**WORK ORDER**
Each line below must be reproduced exactly, though the pictures are to be dropped.

**DATASET EXCERPTS**
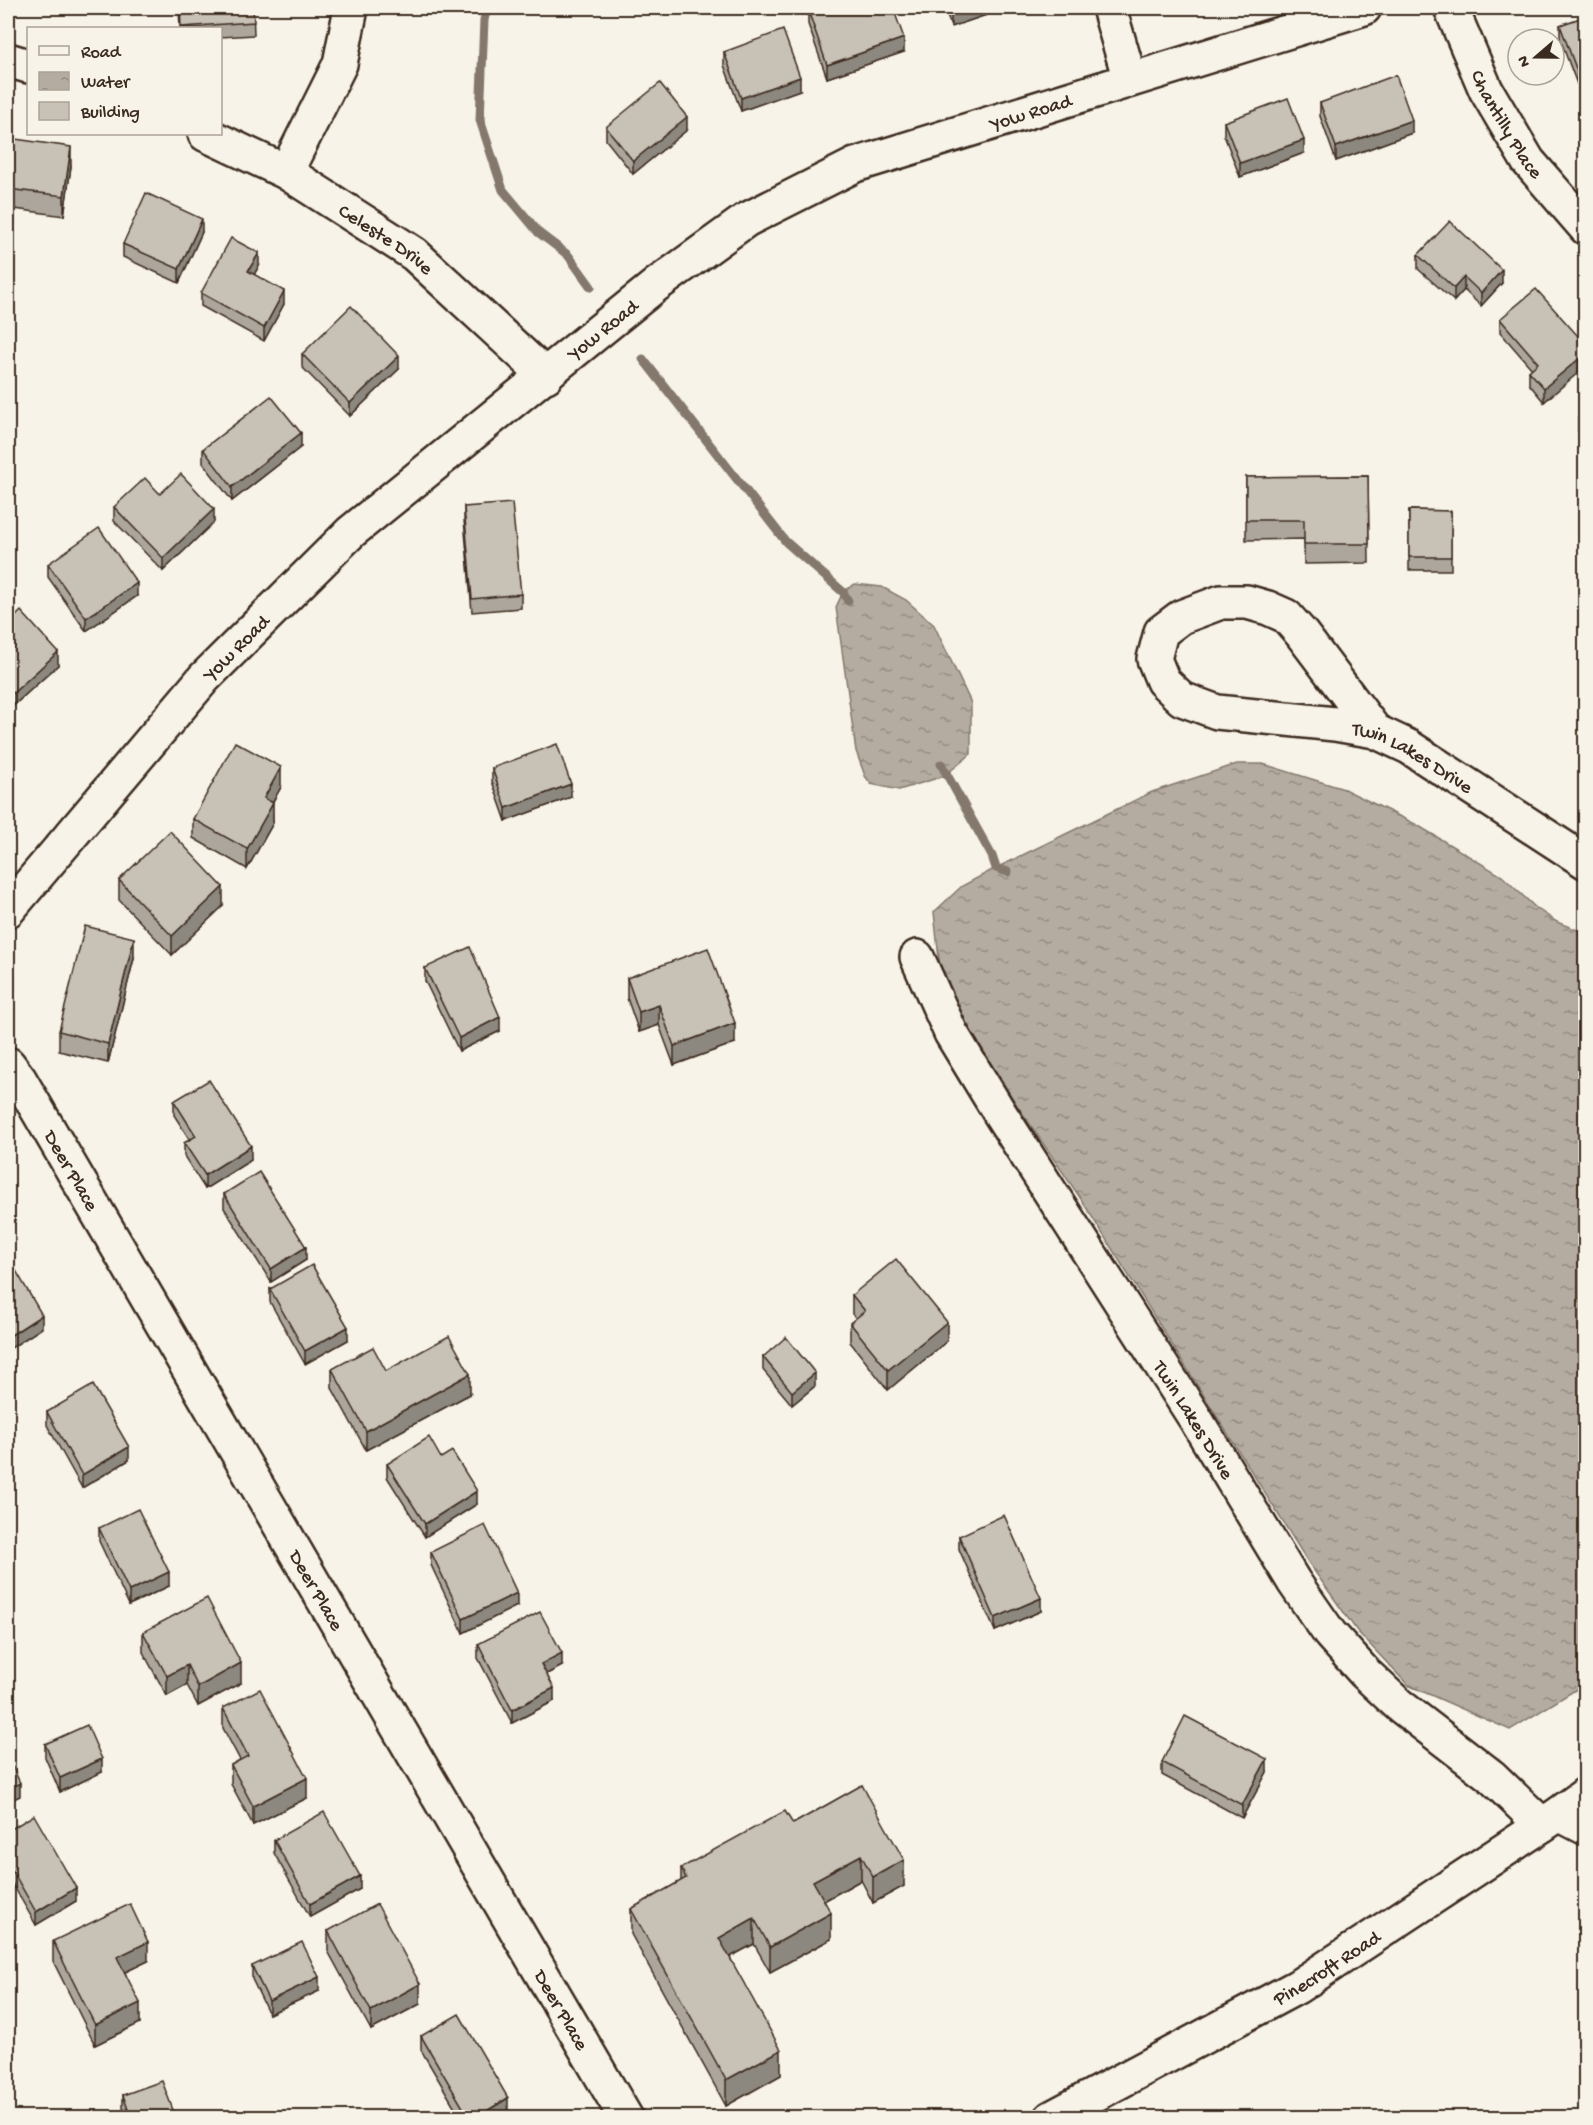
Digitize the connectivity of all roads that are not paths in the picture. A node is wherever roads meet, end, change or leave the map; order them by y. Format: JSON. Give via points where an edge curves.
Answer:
{"nodes":[{"id":1,"x":351,"y":8,"type":"edge"},
{"id":2,"x":1109,"y":8,"type":"edge"},
{"id":3,"x":1364,"y":8,"type":"edge"},
{"id":4,"x":1450,"y":8,"type":"edge"},
{"id":5,"x":8,"y":60,"type":"edge"},
{"id":6,"x":27,"y":66,"type":"edge"},
{"id":7,"x":1130,"y":81,"type":"junction"},
{"id":8,"x":207,"y":135,"type":"edge"},
{"id":9,"x":286,"y":172,"type":"junction"},
{"id":10,"x":1586,"y":228,"type":"edge"},
{"id":11,"x":546,"y":375,"type":"junction"},
{"id":12,"x":1375,"y":731,"type":"junction"},
{"id":13,"x":1586,"y":862,"type":"edge"},
{"id":14,"x":8,"y":910,"type":"edge"},
{"id":15,"x":917,"y":957,"type":"dead end"},
{"id":16,"x":8,"y":1064,"type":"edge"},
{"id":17,"x":1586,"y":1794,"type":"edge"},
{"id":18,"x":1562,"y":1822,"type":"edge"},
{"id":19,"x":626,"y":2118,"type":"edge"},
{"id":20,"x":1051,"y":2118,"type":"edge"}],
"edges":[{"from":1,"to":9,"type":"street","via":[[339,64]]},
{"from":2,"to":7,"type":"street"},
{"from":3,"to":7,"type":"street","name":"Yow Road"},
{"from":4,"to":10,"type":"street","name":"Chantilly Place","via":[[1486,90],[1528,161]]},
{"from":5,"to":6,"type":"street"},
{"from":7,"to":11,"type":"street","name":"Yow Road","via":[[855,165],[746,220],[656,285]]},
{"from":8,"to":9,"type":"street","name":"Celeste Drive"},
{"from":9,"to":11,"type":"street","name":"Celeste Drive","via":[[414,254]]},
{"from":11,"to":14,"type":"street","name":"Yow Road","via":[[351,532],[204,678]]},
{"from":12,"to":12,"type":"street","name":"Twin Lakes Drive","via":[[1217,712],[1182,699],[1163,681],[1154,659],[1161,632],[1181,617],[1221,602],[1247,602],[1286,616]]},
{"from":12,"to":13,"type":"street","name":"Twin Lakes Drive","via":[[1408,747]]},
{"from":15,"to":18,"type":"street","name":"Twin Lakes Drive","via":[[951,1033],[1001,1115],[1330,1634],[1399,1705],[1491,1776]]},
{"from":16,"to":19,"type":"street","name":"Deer Place"},
{"from":17,"to":18,"type":"street","name":"Pinecroft Road"},
{"from":18,"to":20,"type":"street","name":"Pinecroft Road","via":[[1297,1987]]}]}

**OUTPUT FOR THIS EXERCISE**
Digitize the connectivity of all roads that are not paths in the picture. A node is wherever roads meet, end, change or leave the map; order them by y. Format: JSON. Give via points where an edge curves.
Answer:
{"nodes":[{"id":1,"x":351,"y":8,"type":"edge"},
{"id":2,"x":1109,"y":8,"type":"edge"},
{"id":3,"x":1364,"y":8,"type":"edge"},
{"id":4,"x":1450,"y":8,"type":"edge"},
{"id":5,"x":8,"y":60,"type":"edge"},
{"id":6,"x":27,"y":66,"type":"edge"},
{"id":7,"x":1130,"y":81,"type":"junction"},
{"id":8,"x":207,"y":135,"type":"edge"},
{"id":9,"x":286,"y":172,"type":"junction"},
{"id":10,"x":1586,"y":228,"type":"edge"},
{"id":11,"x":546,"y":375,"type":"junction"},
{"id":12,"x":1375,"y":731,"type":"junction"},
{"id":13,"x":1586,"y":862,"type":"edge"},
{"id":14,"x":8,"y":910,"type":"edge"},
{"id":15,"x":917,"y":957,"type":"dead end"},
{"id":16,"x":8,"y":1064,"type":"edge"},
{"id":17,"x":1586,"y":1794,"type":"edge"},
{"id":18,"x":1562,"y":1822,"type":"edge"},
{"id":19,"x":626,"y":2118,"type":"edge"},
{"id":20,"x":1051,"y":2118,"type":"edge"}],
"edges":[{"from":1,"to":9,"type":"street","via":[[339,64]]},
{"from":2,"to":7,"type":"street"},
{"from":3,"to":7,"type":"street","name":"Yow Road"},
{"from":4,"to":10,"type":"street","name":"Chantilly Place","via":[[1486,90],[1528,161]]},
{"from":5,"to":6,"type":"street"},
{"from":7,"to":11,"type":"street","name":"Yow Road","via":[[855,165],[746,220],[656,285]]},
{"from":8,"to":9,"type":"street","name":"Celeste Drive"},
{"from":9,"to":11,"type":"street","name":"Celeste Drive","via":[[414,254]]},
{"from":11,"to":14,"type":"street","name":"Yow Road","via":[[351,532],[204,678]]},
{"from":12,"to":12,"type":"street","name":"Twin Lakes Drive","via":[[1217,712],[1182,699],[1163,681],[1154,659],[1161,632],[1181,617],[1221,602],[1247,602],[1286,616]]},
{"from":12,"to":13,"type":"street","name":"Twin Lakes Drive","via":[[1408,747]]},
{"from":15,"to":18,"type":"street","name":"Twin Lakes Drive","via":[[951,1033],[1001,1115],[1330,1634],[1399,1705],[1491,1776]]},
{"from":16,"to":19,"type":"street","name":"Deer Place"},
{"from":17,"to":18,"type":"street","name":"Pinecroft Road"},
{"from":18,"to":20,"type":"street","name":"Pinecroft Road","via":[[1297,1987]]}]}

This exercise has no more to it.